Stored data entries
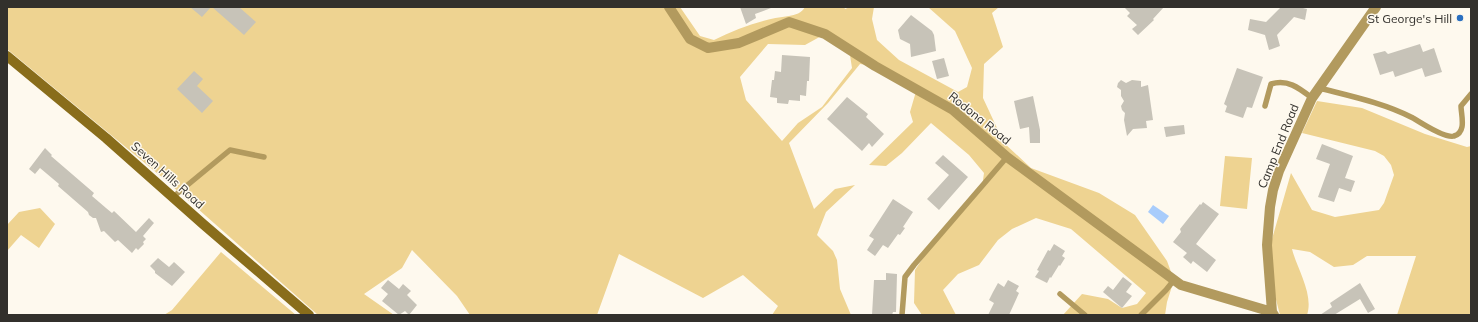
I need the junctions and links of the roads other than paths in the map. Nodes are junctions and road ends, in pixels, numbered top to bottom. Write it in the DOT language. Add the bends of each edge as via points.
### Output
graph roads {
  1 [pos="669,7"];
  2 [pos="1376,7"];
  3 [pos="7,56"];
  4 [pos="1318,88"];
  5 [pos="1471,94"];
  6 [pos="1312,98"];
  7 [pos="1265,106"];
  8 [pos="264,157"];
  9 [pos="1007,157"];
  10 [pos="173,197"];
  11 [pos="1174,280"];
  12 [pos="1060,294"];
  13 [pos="1273,314"];
  14 [pos="310,315"];
  15 [pos="902,315"];
  16 [pos="1085,315"];
  17 [pos="1141,315"];
  1 -- 9 [label="street, Rodona Road" via="690,39 708,48 739,43 789,22 825,34 953,110"];
  2 -- 4 [label="street, Camp End Road"];
  3 -- 10 [label="main road, Seven Hills Road"];
  4 -- 5 [label="lane" via="1376,103 1408,115 1446,136 1454,137 1462,129 1461,106"];
  4 -- 6 [label="street, Camp End Road"];
  6 -- 7 [label="lane" via="1288,83 1279,82 1271,84"];
  6 -- 13 [label="street, Camp End Road" via="1279,171 1271,201 1267,245"];
  8 -- 10 [label="lane" via="230,150"];
  9 -- 11 [label="street, Rodona Road"];
  9 -- 15 [label="lane" via="905,277"];
  10 -- 14 [label="main road, Seven Hills Road"];
  11 -- 13 [label="street, Rodona Road" via="1180,285"];
  11 -- 17 [label="lane"];
  12 -- 16 [label="lane"];
}
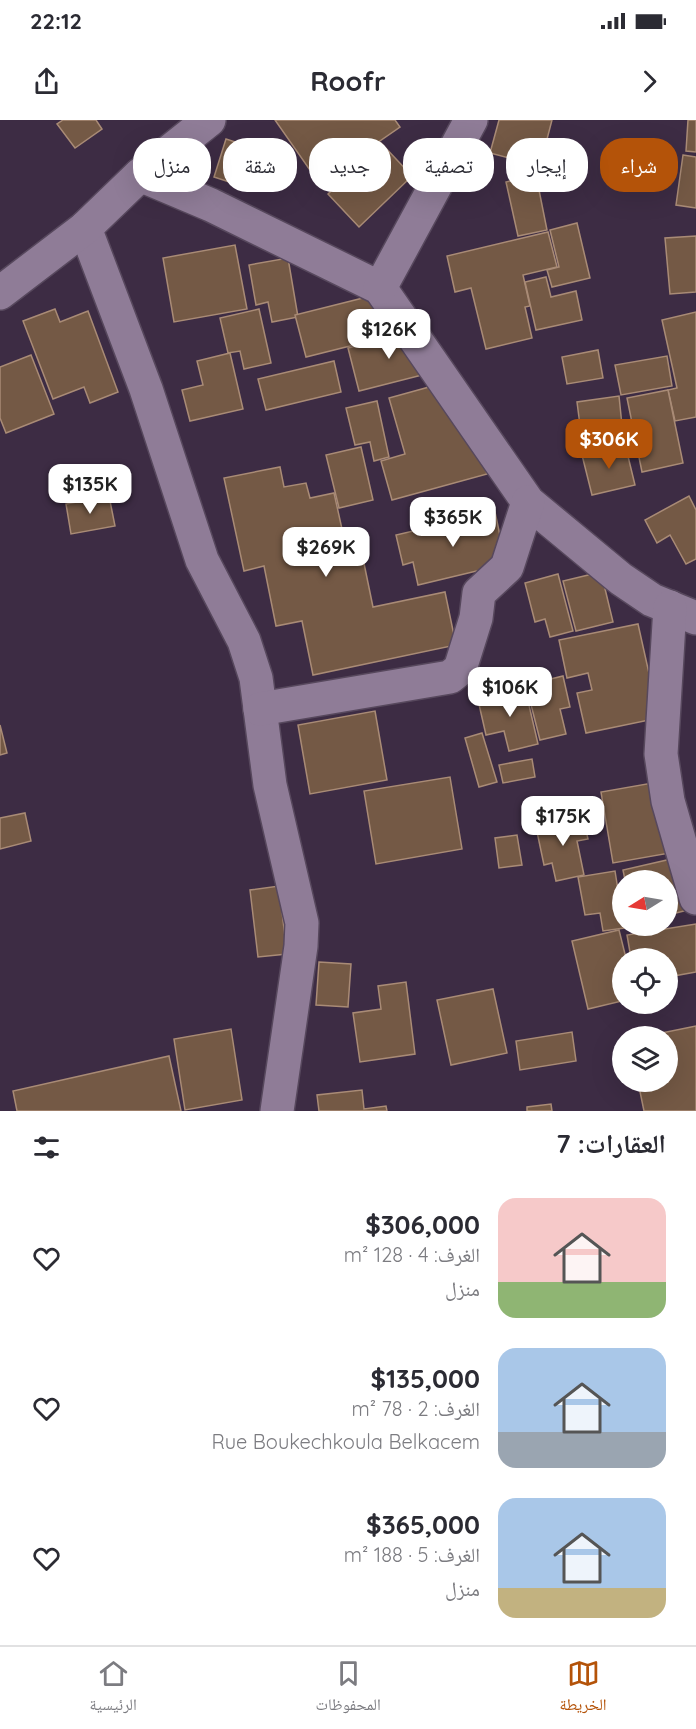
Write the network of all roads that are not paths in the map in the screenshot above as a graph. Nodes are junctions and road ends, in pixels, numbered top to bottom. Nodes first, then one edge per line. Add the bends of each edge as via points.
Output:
1 (209, 120) edge
2 (471, 120) edge
3 (187, 138) edge
4 (133, 183) edge
5 (179, 192) edge
6 (85, 228) junction
7 (380, 288) junction
8 (0, 293) edge
9 (528, 502) junction
10 (683, 613) edge
11 (260, 709) junction
12 (696, 898) edge
13 (278, 1111) edge

1 - 3 street
2 - 7 street
4 - 6 street
5 - 7 street
6 - 8 street
6 - 11 street via 146,389 202,560 244,641 256,678
7 - 9 street
9 - 10 street via 621,579 652,600
9 - 11 street via 507,567 479,594 460,669 450,677
10 - 12 street via 662,754 668,801
11 - 13 street via 270,785 302,923

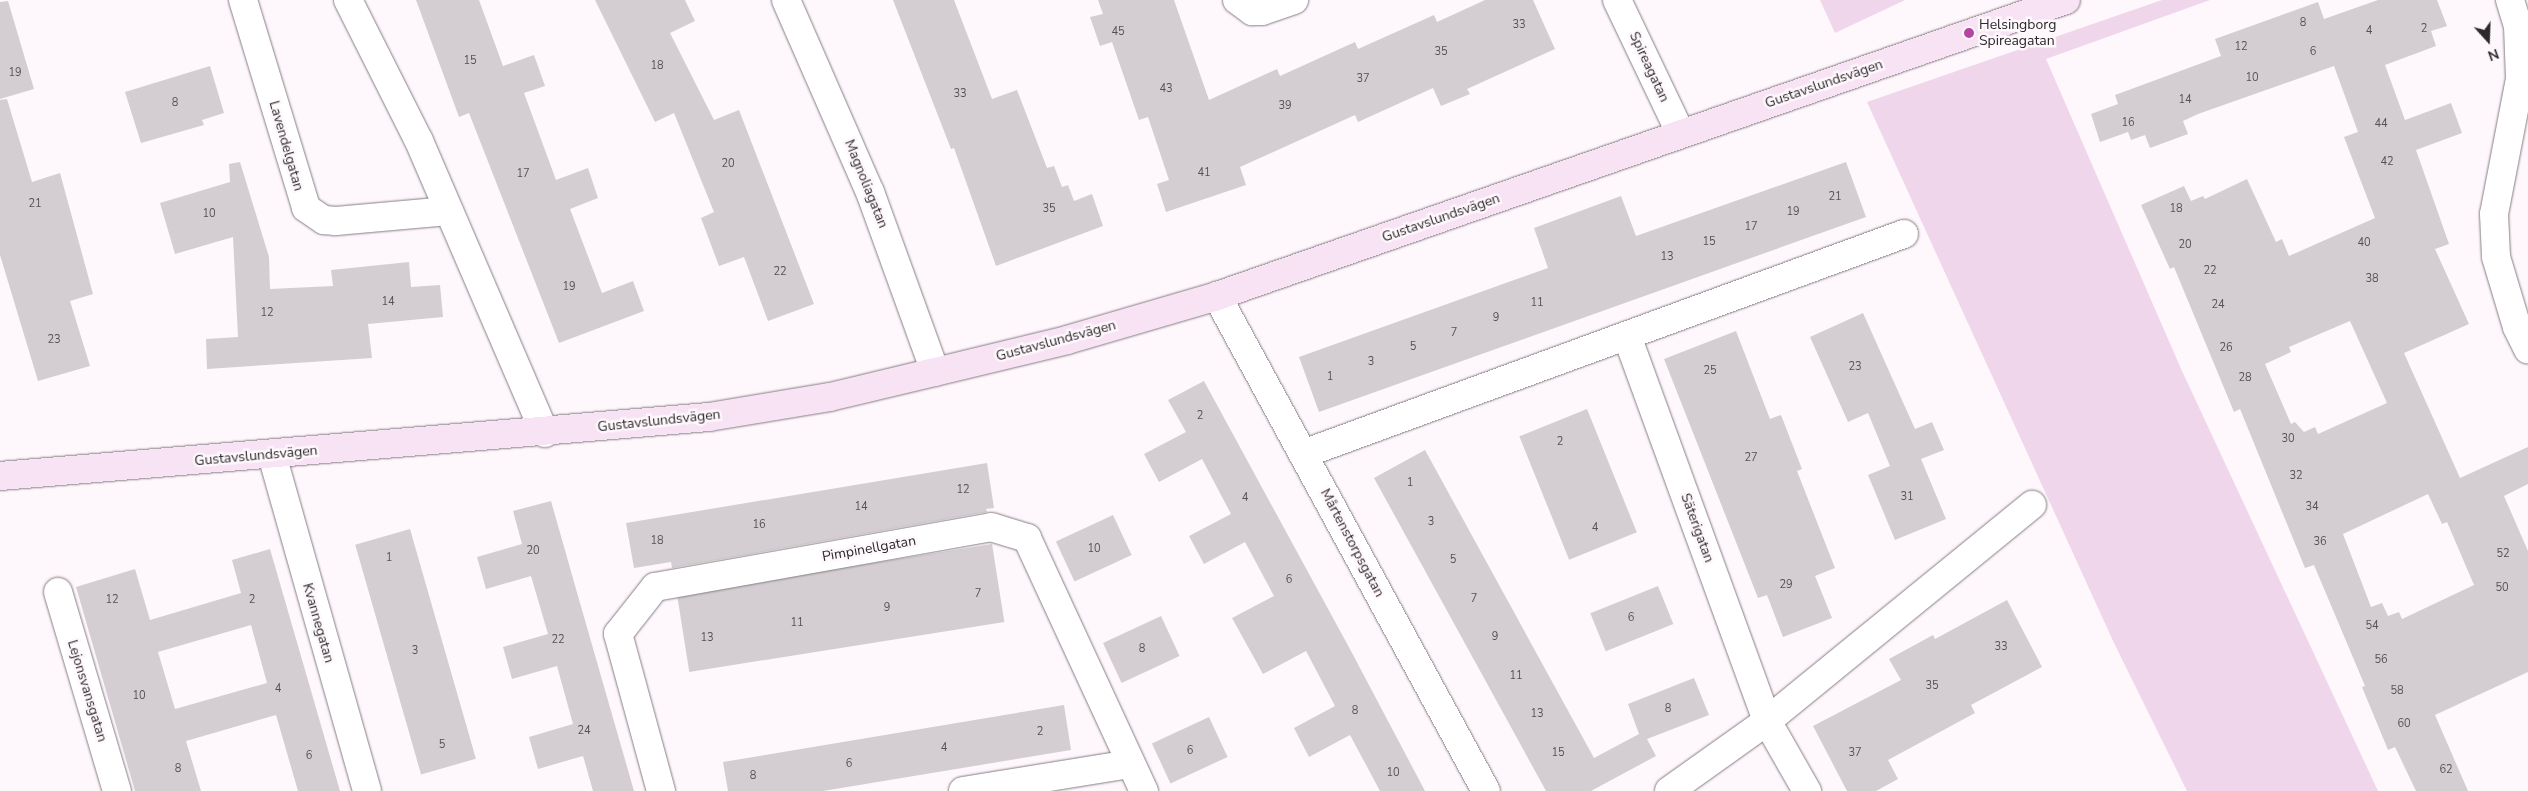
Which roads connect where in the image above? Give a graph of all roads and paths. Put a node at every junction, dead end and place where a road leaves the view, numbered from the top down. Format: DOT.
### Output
graph roads {
  1 [pos="243,0"];
  2 [pos="348,0"];
  3 [pos="786,0"];
  4 [pos="1237,0"];
  5 [pos="1294,0"];
  6 [pos="1617,0"];
  7 [pos="2066,0"];
  8 [pos="2510,0"];
  9 [pos="2524,78"];
  10 [pos="1681,134"];
  11 [pos="449,210"];
  12 [pos="1904,234"];
  13 [pos="1217,296"];
  14 [pos="1627,336"];
  15 [pos="2528,350"];
  16 [pos="936,372"];
  17 [pos="545,433"];
  18 [pos="1303,454"];
  19 [pos="272,455"];
  20 [pos="0,476"];
  21 [pos="2032,505"];
  22 [pos="58,592"];
  23 [pos="1767,721"];
  24 [pos="1130,764"];
  25 [pos="117,791"];
  26 [pos="367,791"];
  27 [pos="661,791"];
  28 [pos="963,791"];
  29 [pos="1144,791"];
  30 [pos="1486,791"];
  31 [pos="1669,791"];
  32 [pos="1807,791"];
  1 -- 11 [label="street, Lavendelgatan"];
  2 -- 11 [label="street"];
  3 -- 16 [label="street, Magnoliagatan"];
  4 -- 5 [label="street"];
  6 -- 10 [label="street, Spireagatan"];
  7 -- 10 [label="street, Gustavslundsvägen"];
  8 -- 9 [label="street"];
  9 -- 15 [label="street"];
  10 -- 13 [label="street, Gustavslundsvägen"];
  11 -- 17 [label="street"];
  12 -- 14 [label="street"];
  13 -- 16 [label="street, Gustavslundsvägen"];
  13 -- 18 [label="street, Mårtenstorpsgatan"];
  14 -- 18 [label="street"];
  14 -- 23 [label="street, Säterigatan"];
  16 -- 17 [label="street, Gustavslundsvägen"];
  17 -- 19 [label="street, Gustavslundsvägen"];
  18 -- 30 [label="street, Mårtenstorpsgatan"];
  19 -- 20 [label="street, Gustavslundsvägen"];
  19 -- 26 [label="street, Kvannegatan"];
  21 -- 23 [label="street"];
  22 -- 25 [label="street, Lejonsvansgatan"];
  23 -- 31 [label="street"];
  23 -- 32 [label="street, Säterigatan"];
  24 -- 27 [label="street, Pimpinellgatan"];
  24 -- 28 [label="street"];
  24 -- 29 [label="street, Pimpinellgatan"];
}
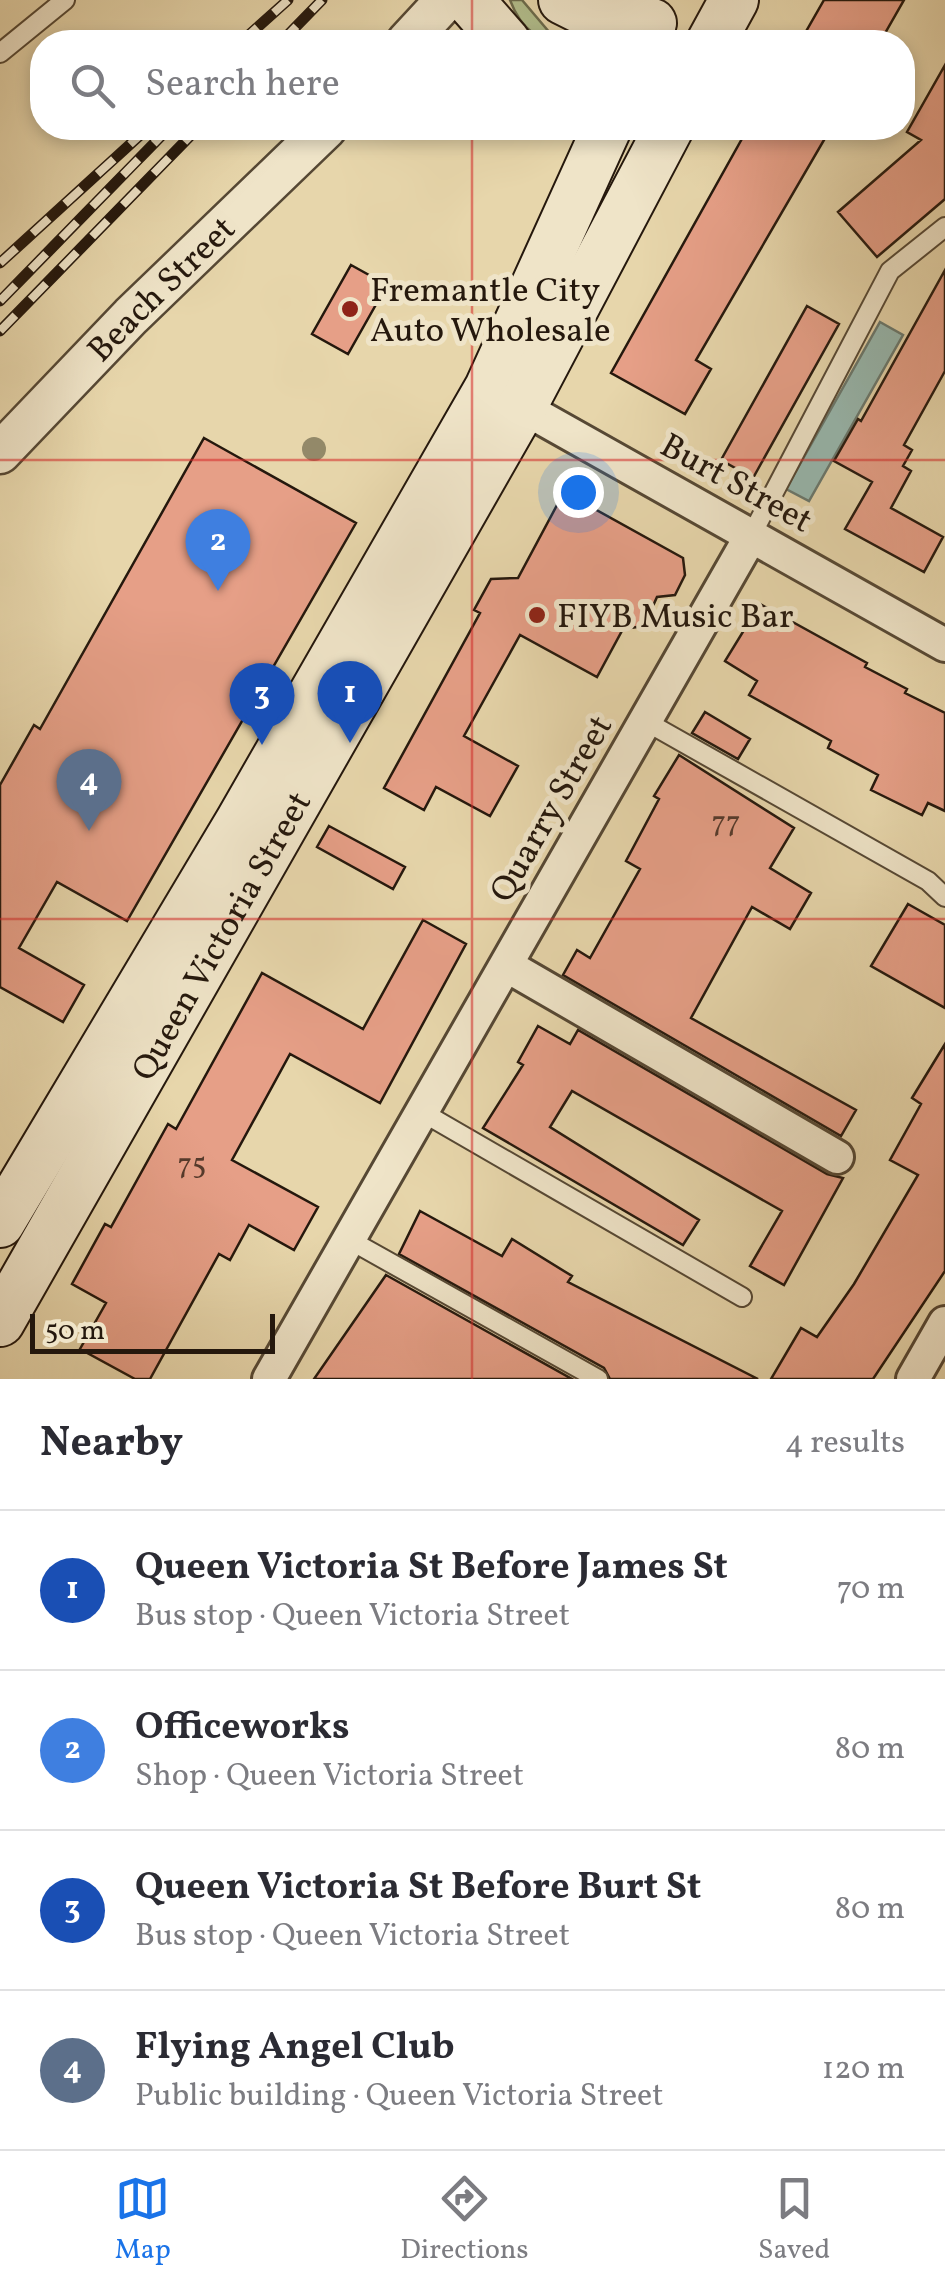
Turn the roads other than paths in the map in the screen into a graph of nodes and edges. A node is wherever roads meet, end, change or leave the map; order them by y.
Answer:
1 (65, 0) edge
2 (446, 0) edge
3 (470, 0) edge
4 (563, 0) edge
5 (734, 0) edge
6 (653, 22) edge
7 (418, 30) edge
8 (496, 30) edge
9 (718, 30) edge
10 (0, 53) edge
11 (314, 140) edge
12 (602, 140) edge
13 (662, 140) edge
14 (945, 228) edge
15 (505, 398) junction
16 (0, 453) edge
17 (751, 536) junction
18 (945, 645) edge
19 (645, 721) junction
20 (945, 897) edge
21 (506, 965) junction
22 (422, 1112) junction
23 (837, 1156) dead end
24 (0, 1223) edge
25 (348, 1240) junction
26 (742, 1297) dead end
27 (0, 1322) edge
28 (945, 1324) edge
29 (269, 1379) edge
30 (598, 1379) edge
31 (913, 1379) edge

1 - 10 lane
2 - 7 street
3 - 8 main road
4 - 6 main road
5 - 9 main road
11 - 16 street, Beach Street
12 - 15 main road, Queen Victoria Street
13 - 15 main road, Queen Victoria Street
14 - 17 lane, Quarry Street
15 - 17 street, Burt Street
15 - 24 main road, Queen Victoria Street
15 - 27 main road, Queen Victoria Street
17 - 18 street, Burt Street
17 - 19 street, Quarry Street
19 - 20 lane
19 - 21 street, Quarry Street
21 - 22 street, Quarry Street
21 - 23 street
22 - 25 street, Quarry Street
22 - 26 lane
25 - 29 street, Quarry Street
25 - 30 lane
28 - 31 street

BRIEF: Beginning with the first line of the records and ending with the line that contains "Write the network", reproduce every line exactly, omitting pictures and adding nothing.

TASK RESPONSE:
I need the junctions and links of the roads other than paths in the map. Nodes are junctions and road ends, in pixels, numbered top to bottom. Write it in the DOT language. Add the bends of each edge as via points.
### Output
graph roads {
  1 [pos="669,7"];
  2 [pos="1376,7"];
  3 [pos="7,56"];
  4 [pos="1318,88"];
  5 [pos="1471,94"];
  6 [pos="1312,98"];
  7 [pos="1265,106"];
  8 [pos="264,157"];
  9 [pos="1007,157"];
  10 [pos="173,197"];
  11 [pos="1174,280"];
  12 [pos="1060,294"];
  13 [pos="1273,314"];
  14 [pos="310,315"];
  15 [pos="902,315"];
  16 [pos="1085,315"];
  17 [pos="1141,315"];
  1 -- 9 [label="street, Rodona Road" via="690,39 708,48 739,43 789,22 825,34 953,110"];
  2 -- 4 [label="street, Camp End Road"];
  3 -- 10 [label="main road, Seven Hills Road"];
  4 -- 5 [label="lane" via="1376,103 1408,115 1446,136 1454,137 1462,129 1461,106"];
  4 -- 6 [label="street, Camp End Road"];
  6 -- 7 [label="lane" via="1288,83 1279,82 1271,84"];
  6 -- 13 [label="street, Camp End Road" via="1279,171 1271,201 1267,245"];
  8 -- 10 [label="lane" via="230,150"];
  9 -- 11 [label="street, Rodona Road"];
  9 -- 15 [label="lane" via="905,277"];
  10 -- 14 [label="main road, Seven Hills Road"];
  11 -- 13 [label="street, Rodona Road" via="1180,285"];
  11 -- 17 [label="lane"];
  12 -- 16 [label="lane"];
}
Write the network of all roads that are not paths in the map in the screenshot above as a graph. Nodes are junctions and road ends, in pixels, numbered top to bottom. Nodes first, then one edge per line. Add the bends of each edge as via points.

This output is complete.